(YOUR OBJECTIVE): Word-for-word transcription: reproduce all of the data, but not the pictures.

(DATA EXTRACTS):
________________________________________
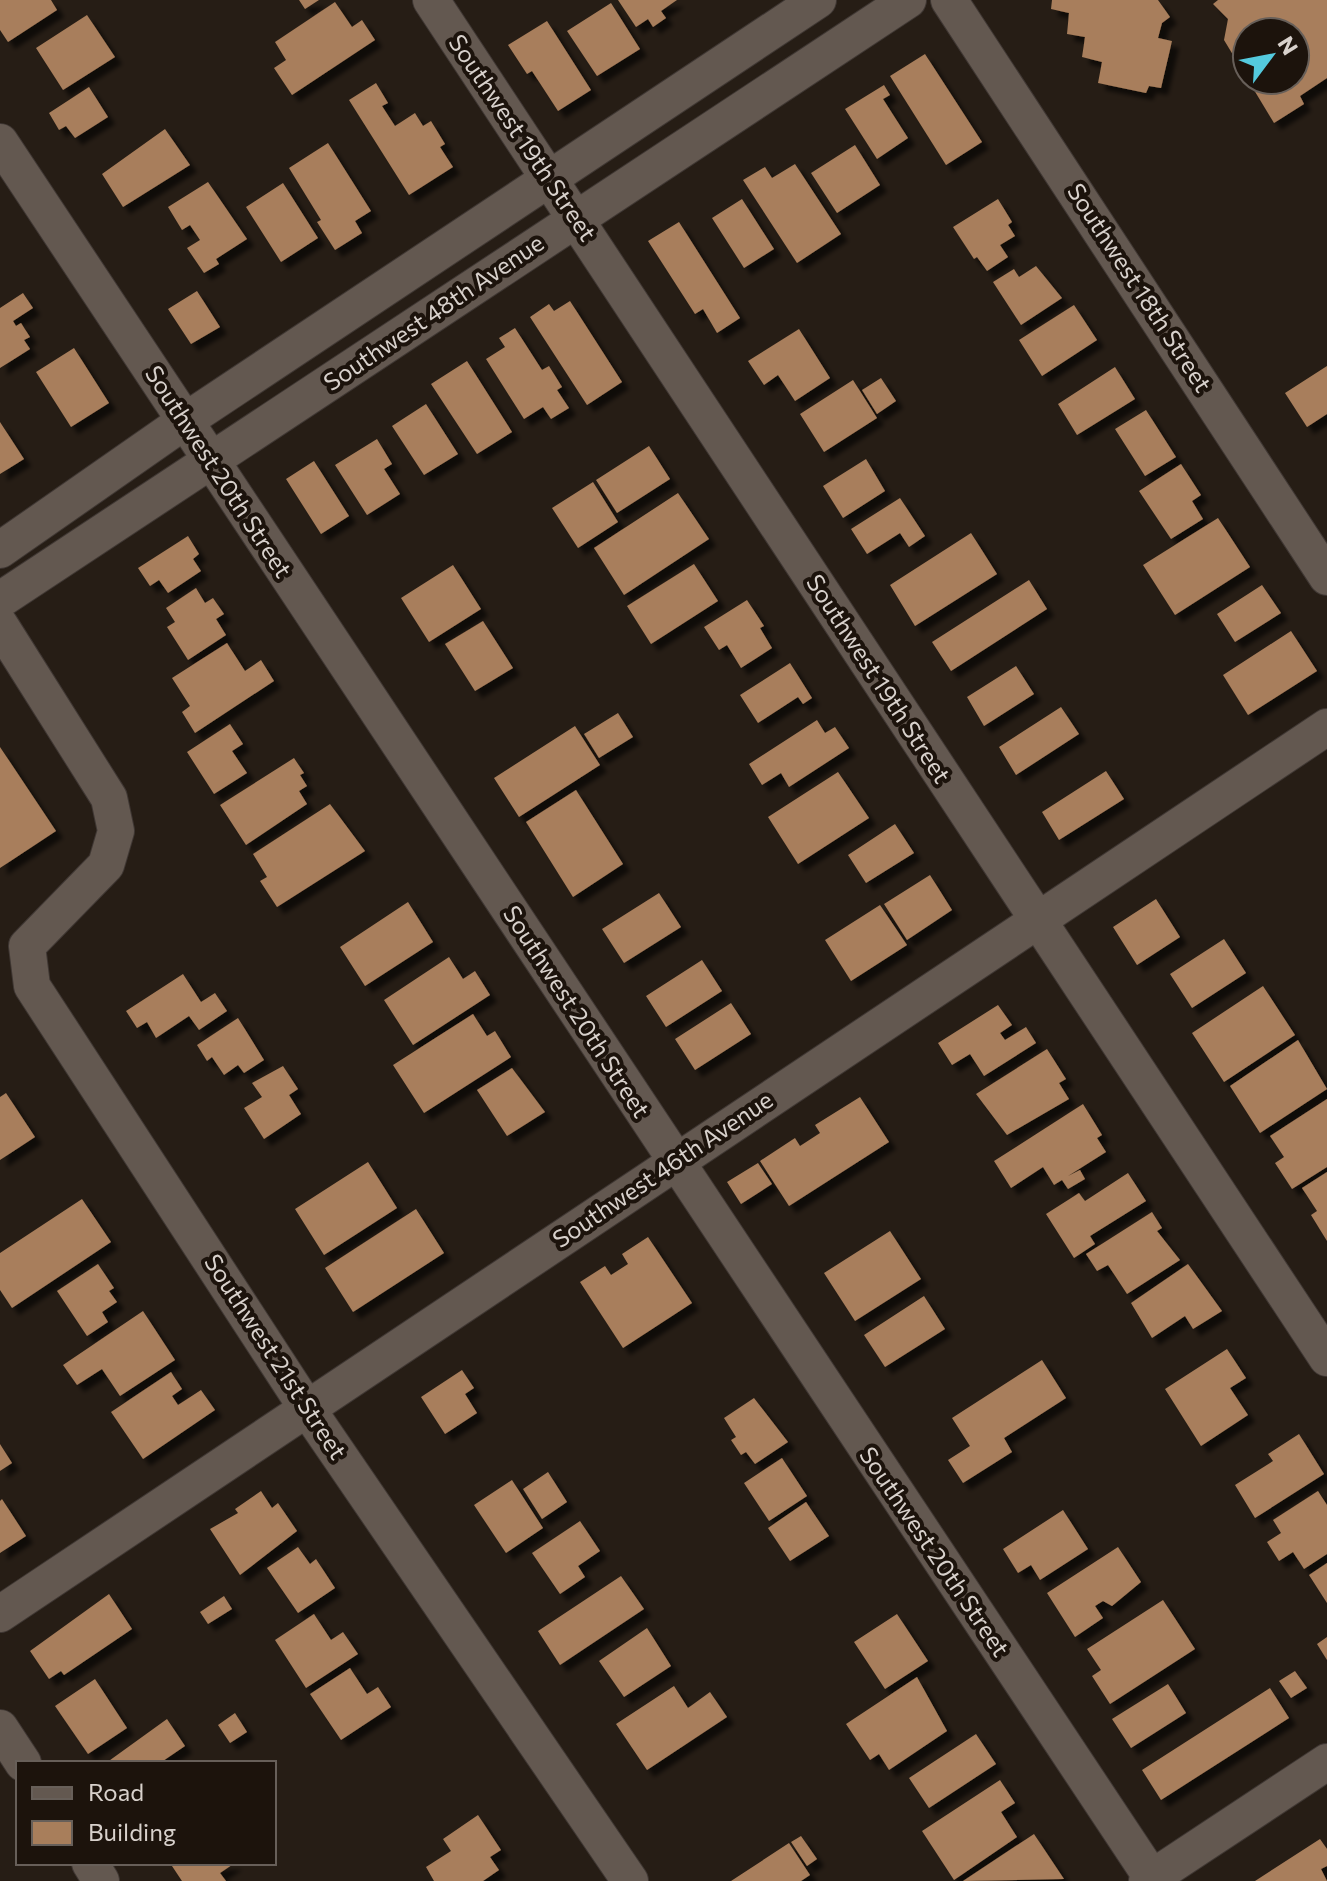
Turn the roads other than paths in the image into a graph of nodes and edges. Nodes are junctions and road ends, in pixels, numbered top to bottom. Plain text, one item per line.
1 (431, 0) edge
2 (818, 0) edge
3 (908, 0) edge
4 (949, 0) edge
5 (0, 142) edge
6 (551, 180) junction
7 (576, 218) junction
8 (185, 421) junction
9 (212, 462) junction
10 (0, 550) edge
11 (1327, 577) edge
12 (0, 600) edge
13 (0, 625) edge
14 (1327, 727) edge
15 (1035, 919) junction
16 (675, 1163) junction
17 (1327, 1358) edge
18 (306, 1407) junction
19 (0, 1614) edge
20 (0, 1728) edge
21 (22, 1761) edge
22 (1327, 1762) edge
23 (1151, 1880) edge
24 (630, 1881) edge

1 - 6 street, Southwest 19th Street
2 - 6 street, Southwest 48th Avenue
3 - 7 street, Southwest 48th Avenue
4 - 11 street, Southwest 18th Street
5 - 8 street, Southwest 20th Street
6 - 7 street, Southwest 19th Street
6 - 8 street, Southwest 48th Avenue
7 - 9 street, Southwest 48th Avenue
7 - 15 street, Southwest 19th Street
8 - 9 street, Southwest 20th Street
8 - 10 street, Southwest 48th Avenue
9 - 12 street, Southwest 48th Avenue
9 - 16 street, Southwest 20th Street
13 - 18 street, Southwest 21st Street
14 - 15 street, Southwest 46th Avenue
15 - 16 street, Southwest 46th Avenue
15 - 17 street, Southwest 19th Street
16 - 18 street, Southwest 46th Avenue
16 - 23 street, Southwest 20th Street
18 - 19 street, Southwest 46th Avenue
18 - 24 street, Southwest 21st Street
20 - 21 street
22 - 23 street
________________________________________
(EXERCISE SOLUTION):
Turn the roads other than paths in the image into a graph of nodes and edges. Nodes are junctions and road ends, in pixels, numbered top to bottom. Plain text, one item per line.
1 (431, 0) edge
2 (818, 0) edge
3 (908, 0) edge
4 (949, 0) edge
5 (0, 142) edge
6 (551, 180) junction
7 (576, 218) junction
8 (185, 421) junction
9 (212, 462) junction
10 (0, 550) edge
11 (1327, 577) edge
12 (0, 600) edge
13 (0, 625) edge
14 (1327, 727) edge
15 (1035, 919) junction
16 (675, 1163) junction
17 (1327, 1358) edge
18 (306, 1407) junction
19 (0, 1614) edge
20 (0, 1728) edge
21 (22, 1761) edge
22 (1327, 1762) edge
23 (1151, 1880) edge
24 (630, 1881) edge

1 - 6 street, Southwest 19th Street
2 - 6 street, Southwest 48th Avenue
3 - 7 street, Southwest 48th Avenue
4 - 11 street, Southwest 18th Street
5 - 8 street, Southwest 20th Street
6 - 7 street, Southwest 19th Street
6 - 8 street, Southwest 48th Avenue
7 - 9 street, Southwest 48th Avenue
7 - 15 street, Southwest 19th Street
8 - 9 street, Southwest 20th Street
8 - 10 street, Southwest 48th Avenue
9 - 12 street, Southwest 48th Avenue
9 - 16 street, Southwest 20th Street
13 - 18 street, Southwest 21st Street
14 - 15 street, Southwest 46th Avenue
15 - 16 street, Southwest 46th Avenue
15 - 17 street, Southwest 19th Street
16 - 18 street, Southwest 46th Avenue
16 - 23 street, Southwest 20th Street
18 - 19 street, Southwest 46th Avenue
18 - 24 street, Southwest 21st Street
20 - 21 street
22 - 23 street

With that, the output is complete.